Critics maliciously questioned the president's staunch moral stand, suggesting that his decision to recognize the new state was driven by political opportunism, and particularly by his desire to lock in the Jewish vote in the 1948 presidential elections. A memo by Clark Clifford later became the alleged "smoking-gun" supporting the argument that Truman had used the Jewish question to improve his chances in the coming election, which most pollsters considered very poor. In that memo, Clifford reminded Truman that even though the Jewish vote was important only in New York State, only one presidential candidate since 1876 (Woodrow Wilson in 1916) had won the presidency while losing New York.24 Yet as David McCullough has pointed out:

for Truman unquestionably, humanitarian concerns mattered foremost When his Secretary of Defense, Forrestal, reminded him of the critical need for Saudi Arabian oil, in the event of war, Truman said he would handle the situation in the light of justice, not oil.25

Ethical concerns did not obscure Truman's judgment. Sometimes, his irritation for Jewish propaganda was so high that he once refused to meet the leader of the Zionist movement, Chaim Weizmann. In a letter to Eleanor Roosevelt, he even stated that

The action of some of our United States Zionists will eventually prejudice everyone against what they are trying to get done. I fear very much that the Jews are like underdogs. When they get on top they are just as intolerant and as cruel as the people were to them when they were underneath.26

However, Truman's basic approach never changed, which led to a dramatic clash with George Marshall. During the last White House meeting on the subject of the immediate U.S. recognition of Israel, on May 12,

Marshall vehemently opposed such a move by asserting that, if the president were to take that decision, he would vote against him in the November elections.27 It took a pause of one day before the Secretary of State called Truman, saying that ''while he could not support the position the President wished to take, he would not oppose it publicly.''28 Such a reassurance removed the last obstacle to the de facto recognition of Israel, which the United States announced eleven minutes after its official declaration by the Jews of Palestine, on May 14, 1948.29

This set in motion a new political and military process in the Middle East that was to endure until today. As soon as Israel was born, Egypt, Syria, and Jordan attacked the new country in the first of four wars fought over the next twenty-five years. The war also marked the evolution of Arab nationalism to a militant status after years of quiet incubation, and set off deep changes in the environment that had allowed seven Western oil companies to become the absolute masters of Arabian oil.
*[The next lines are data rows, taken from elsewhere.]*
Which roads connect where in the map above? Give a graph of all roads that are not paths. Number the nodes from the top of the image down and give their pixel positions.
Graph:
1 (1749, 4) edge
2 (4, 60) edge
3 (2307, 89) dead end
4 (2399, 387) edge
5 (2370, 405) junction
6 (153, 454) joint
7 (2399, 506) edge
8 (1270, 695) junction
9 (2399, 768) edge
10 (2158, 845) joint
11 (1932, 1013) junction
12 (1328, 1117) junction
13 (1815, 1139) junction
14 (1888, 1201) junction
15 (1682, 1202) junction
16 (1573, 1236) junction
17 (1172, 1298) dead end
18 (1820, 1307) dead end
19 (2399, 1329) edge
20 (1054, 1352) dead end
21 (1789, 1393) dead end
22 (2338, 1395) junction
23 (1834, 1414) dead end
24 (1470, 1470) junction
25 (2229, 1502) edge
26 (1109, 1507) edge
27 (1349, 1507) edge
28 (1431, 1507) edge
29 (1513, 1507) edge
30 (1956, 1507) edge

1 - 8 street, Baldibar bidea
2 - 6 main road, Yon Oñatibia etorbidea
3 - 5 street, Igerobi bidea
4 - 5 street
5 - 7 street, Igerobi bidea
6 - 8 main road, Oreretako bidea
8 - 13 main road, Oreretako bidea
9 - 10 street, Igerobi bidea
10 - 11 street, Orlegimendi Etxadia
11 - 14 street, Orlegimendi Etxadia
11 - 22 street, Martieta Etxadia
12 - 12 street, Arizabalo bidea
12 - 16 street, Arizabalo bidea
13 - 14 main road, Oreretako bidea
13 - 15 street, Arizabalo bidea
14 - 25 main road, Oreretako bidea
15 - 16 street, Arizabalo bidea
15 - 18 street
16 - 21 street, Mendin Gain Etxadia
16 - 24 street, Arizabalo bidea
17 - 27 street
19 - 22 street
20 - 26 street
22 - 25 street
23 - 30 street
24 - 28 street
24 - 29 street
America's Middle East policy was thus born out of a contradiction, and evolved for decades without resolution. Moreover, the traditionally unstable region became involved in the tensions of the Cold War, fuelling America's obsession with a perceived Soviet design to penetrate the area and control its oil by exploiting the opportunities offered by Arab nationalism. Yet it was not an Arab country, but Iran, to first test the postwar oil order in the Middle East.